# WORK REQUEST
Pull out from the material below all lines with "Praia".

# DATA FOR THIS TASK

-----

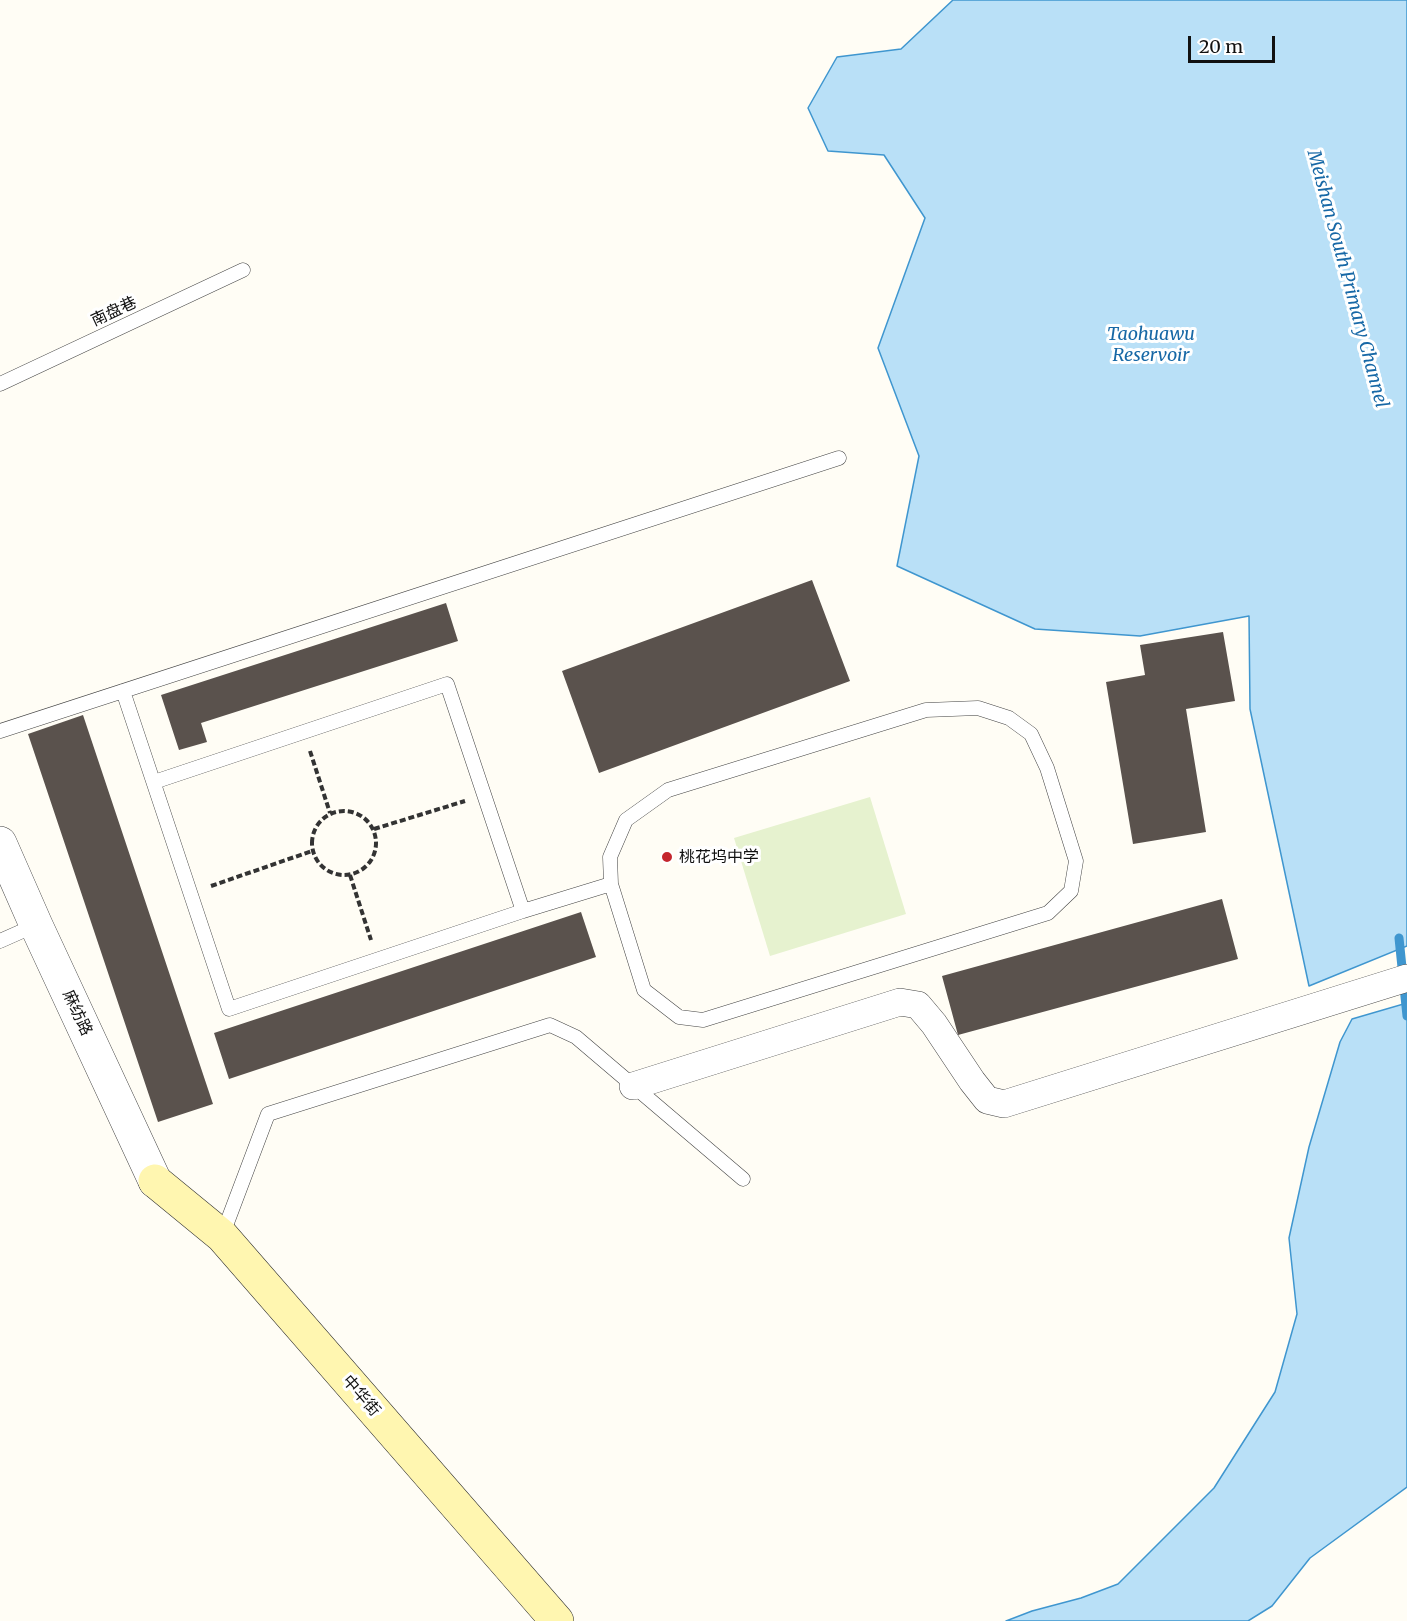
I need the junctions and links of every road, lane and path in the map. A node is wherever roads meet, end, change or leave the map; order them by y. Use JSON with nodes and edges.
{"nodes":[{"id":1,"x":243,"y":270,"type":"dead end"},
{"id":2,"x":0,"y":384,"type":"edge"},
{"id":3,"x":839,"y":458,"type":"dead end"},
{"id":4,"x":123,"y":691,"type":"junction"},
{"id":5,"x":0,"y":730,"type":"edge"},
{"id":6,"x":304,"y":732,"type":"junction"},
{"id":7,"x":154,"y":782,"type":"junction"},
{"id":8,"x":484,"y":795,"type":"junction"},
{"id":9,"x":330,"y":813,"type":"junction"},
{"id":10,"x":374,"y":829,"type":"junction"},
{"id":11,"x":0,"y":843,"type":"edge"},
{"id":12,"x":312,"y":851,"type":"junction"},
{"id":13,"x":350,"y":875,"type":"junction"},
{"id":14,"x":611,"y":884,"type":"junction"},
{"id":15,"x":191,"y":894,"type":"junction"},
{"id":16,"x":523,"y":911,"type":"junction"},
{"id":17,"x":36,"y":925,"type":"junction"},
{"id":18,"x":0,"y":940,"type":"edge"},
{"id":19,"x":377,"y":960,"type":"junction"},
{"id":20,"x":1407,"y":978,"type":"edge"},
{"id":21,"x":633,"y":1086,"type":"junction"},
{"id":22,"x":743,"y":1179,"type":"dead end"},
{"id":23,"x":155,"y":1182,"type":"joint"},
{"id":24,"x":222,"y":1236,"type":"junction"},
{"id":25,"x":557,"y":1621,"type":"edge"}],
"edges":[{"from":1,"to":2,"type":"lane","name":"南盘巷"},
{"from":3,"to":4,"type":"lane"},
{"from":4,"to":5,"type":"lane"},
{"from":4,"to":7,"type":"lane"},
{"from":6,"to":7,"type":"lane"},
{"from":6,"to":8,"type":"lane"},
{"from":6,"to":9,"type":"path"},
{"from":7,"to":15,"type":"lane"},
{"from":8,"to":10,"type":"path"},
{"from":8,"to":16,"type":"lane"},
{"from":9,"to":10,"type":"path"},
{"from":9,"to":12,"type":"path"},
{"from":10,"to":13,"type":"path"},
{"from":11,"to":17,"type":"street","name":"麻纺路"},
{"from":12,"to":13,"type":"path"},
{"from":12,"to":15,"type":"path"},
{"from":13,"to":19,"type":"path"},
{"from":14,"to":14,"type":"lane"},
{"from":14,"to":16,"type":"lane"},
{"from":15,"to":19,"type":"lane"},
{"from":16,"to":19,"type":"lane"},
{"from":17,"to":18,"type":"lane"},
{"from":17,"to":23,"type":"street","name":"麻纺路"},
{"from":20,"to":21,"type":"street"},
{"from":21,"to":22,"type":"lane"},
{"from":21,"to":24,"type":"lane"},
{"from":23,"to":24,"type":"main road","name":"中华街"},
{"from":24,"to":25,"type":"main road","name":"中华街"}]}
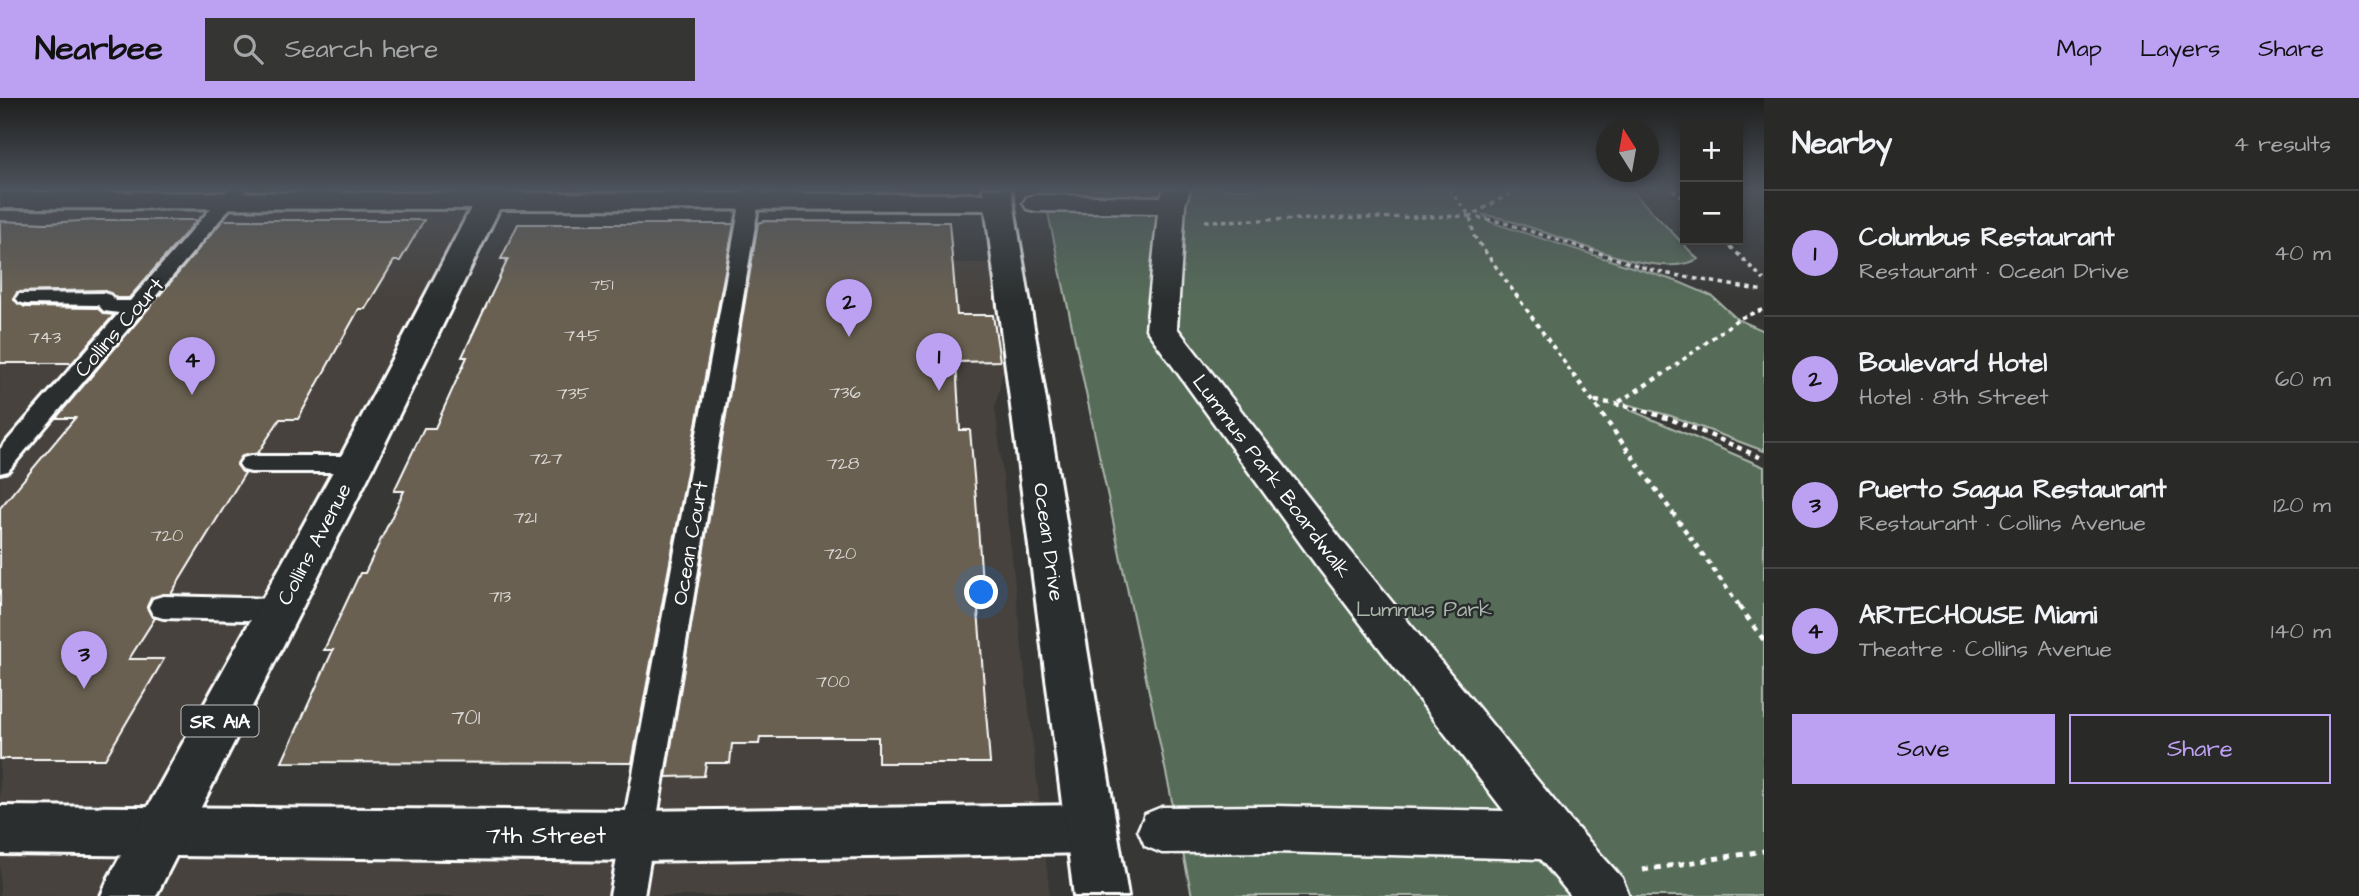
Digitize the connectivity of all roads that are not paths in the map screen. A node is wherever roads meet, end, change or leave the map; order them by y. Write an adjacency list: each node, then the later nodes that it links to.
1 (205, 226): 7 (lane, Collins Court)
2 (476, 226): 9 (street, Collins Avenue / SR A1A)
3 (745, 226): 17 (lane, Ocean Court)
4 (1015, 226): 13 (street, Ocean Drive)
5 (1171, 226): 18 (street, Lummus Park Boardwalk)
6 (26, 298): 7 (lane)
7 (136, 307): 10 (lane, Collins Court)
8 (251, 464): 9 (lane)
9 (356, 464): 12 (street, Collins Avenue / SR A1A)
10 (0, 465)
11 (163, 607): 12 (lane)
12 (280, 610): 16 (street, Collins Avenue / SR A1A)
13 (1091, 829): 17 (street, 7th Street); 22 (street, Ocean Drive)
14 (1162, 830): 18 (street)
15 (0, 831): 16 (street, 7th Street)
16 (162, 831): 17 (street, 7th Street); 20 (street, Collins Avenue / SR A1A)
17 (638, 836): 21 (lane, Ocean Court)
18 (1552, 836): 19 (street, Lummus Park Boardwalk)
19 (1597, 887)
20 (128, 896)
21 (627, 896)
22 (1101, 896)

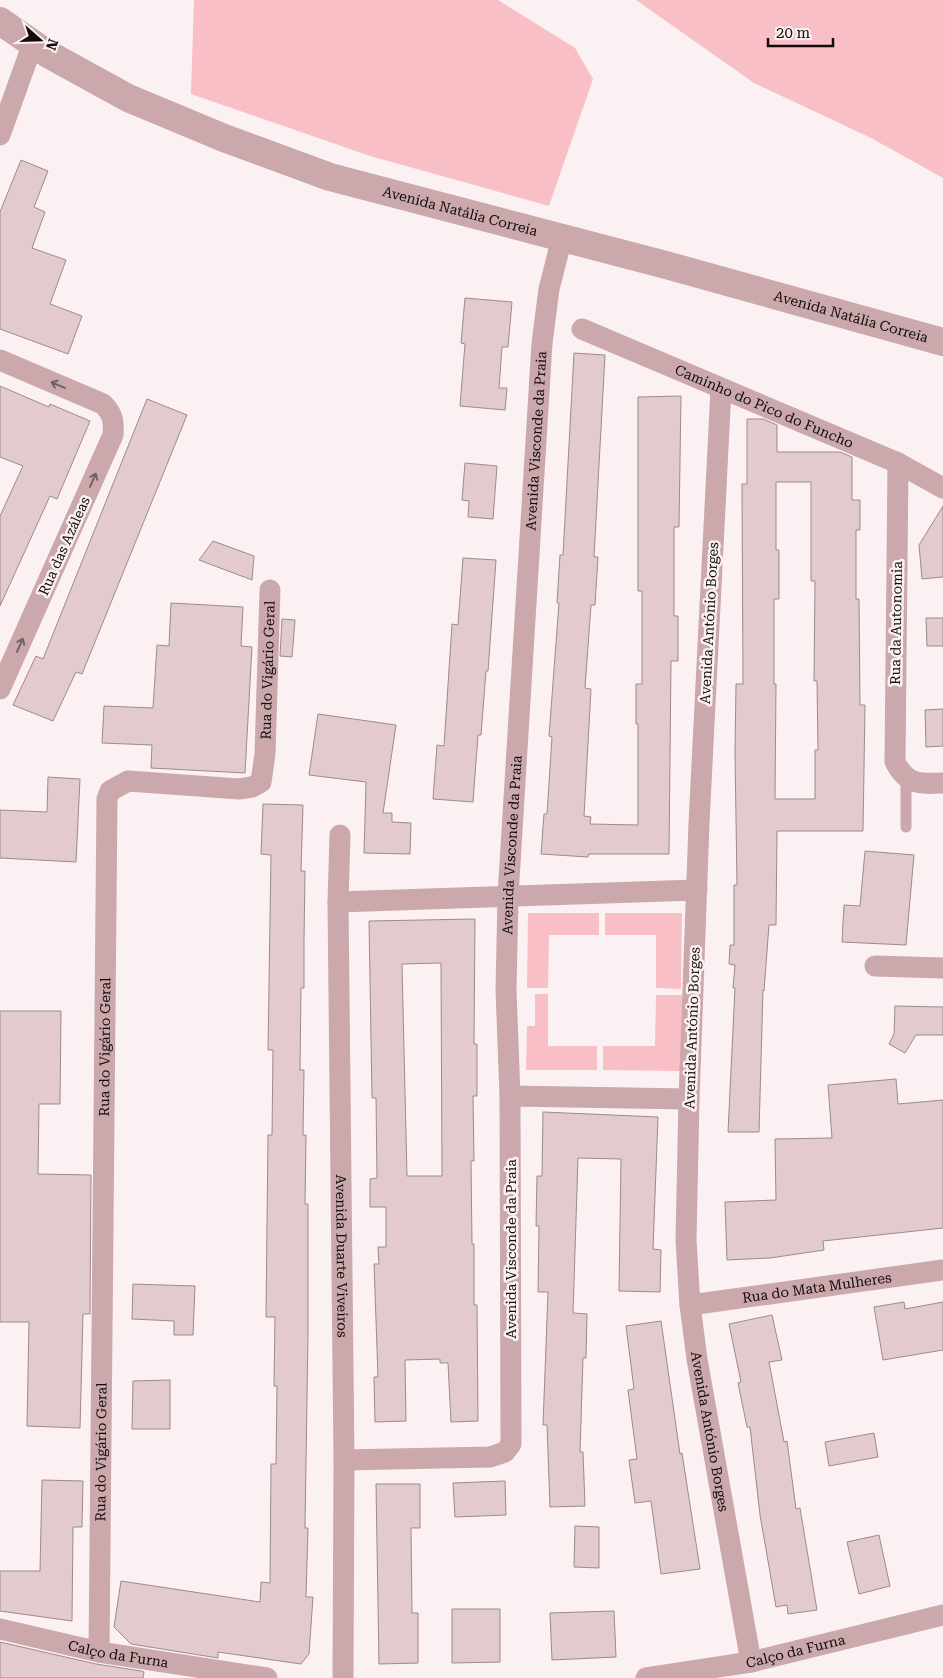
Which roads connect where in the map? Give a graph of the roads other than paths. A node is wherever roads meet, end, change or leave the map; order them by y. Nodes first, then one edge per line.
1 (0, 21) edge
2 (33, 43) junction
3 (3, 126) edge
4 (562, 238) junction
5 (582, 329) dead end
6 (943, 342) edge
7 (0, 360) edge
8 (721, 389) junction
9 (898, 463) junction
10 (943, 488) edge
11 (270, 590) dead end
12 (0, 689) edge
13 (906, 778) junction
14 (943, 782) edge
15 (906, 827) dead end
16 (340, 835) dead end
17 (697, 890) junction
18 (508, 896) junction
19 (338, 902) junction
20 (875, 966) dead end
21 (943, 968) edge
22 (510, 1096) junction
23 (689, 1099) junction
24 (943, 1270) edge
25 (690, 1305) junction
26 (344, 1460) junction
27 (943, 1615) edge
28 (0, 1629) edge
29 (100, 1652) junction
30 (751, 1662) junction
31 (267, 1678) edge
32 (343, 1678) edge
33 (646, 1678) edge

1 - 2 street, Avenida Natália Correia
2 - 3 street
2 - 4 street, Avenida Natália Correia
4 - 6 street, Avenida Natália Correia
4 - 18 street, Avenida Visconde da Praia
5 - 8 street, Caminho do Pico do Funcho
12 -> 7 street, Rua das Azáleas
8 - 9 street, Caminho do Pico do Funcho
8 - 17 street, Avenida António Borges
9 - 10 street, Caminho do Pico do Funcho
9 - 13 street, Rua da Autonomia
11 - 29 street, Rua do Vigário Geral
13 - 14 street
13 - 15 lane
16 - 19 street, Avenida Duarte Viveiros
17 - 18 street
17 - 23 street, Avenida António Borges
18 - 19 street
18 - 22 street, Avenida Visconde da Praia
19 - 26 street, Avenida Duarte Viveiros
20 - 21 street
22 - 23 street
22 - 26 street, Avenida Visconde da Praia
23 - 25 street, Avenida António Borges
24 - 25 street, Rua do Mata Mulheres
25 - 30 street, Avenida António Borges
26 - 32 street, Avenida Duarte Viveiros
27 - 30 street, Calço da Furna
28 - 29 street, Calço da Furna
29 - 31 street, Calço da Furna
30 - 33 street, Calço da Furna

-----

# YOUR SOLUTION
4 - 18 street, Avenida Visconde da Praia
18 - 22 street, Avenida Visconde da Praia
22 - 26 street, Avenida Visconde da Praia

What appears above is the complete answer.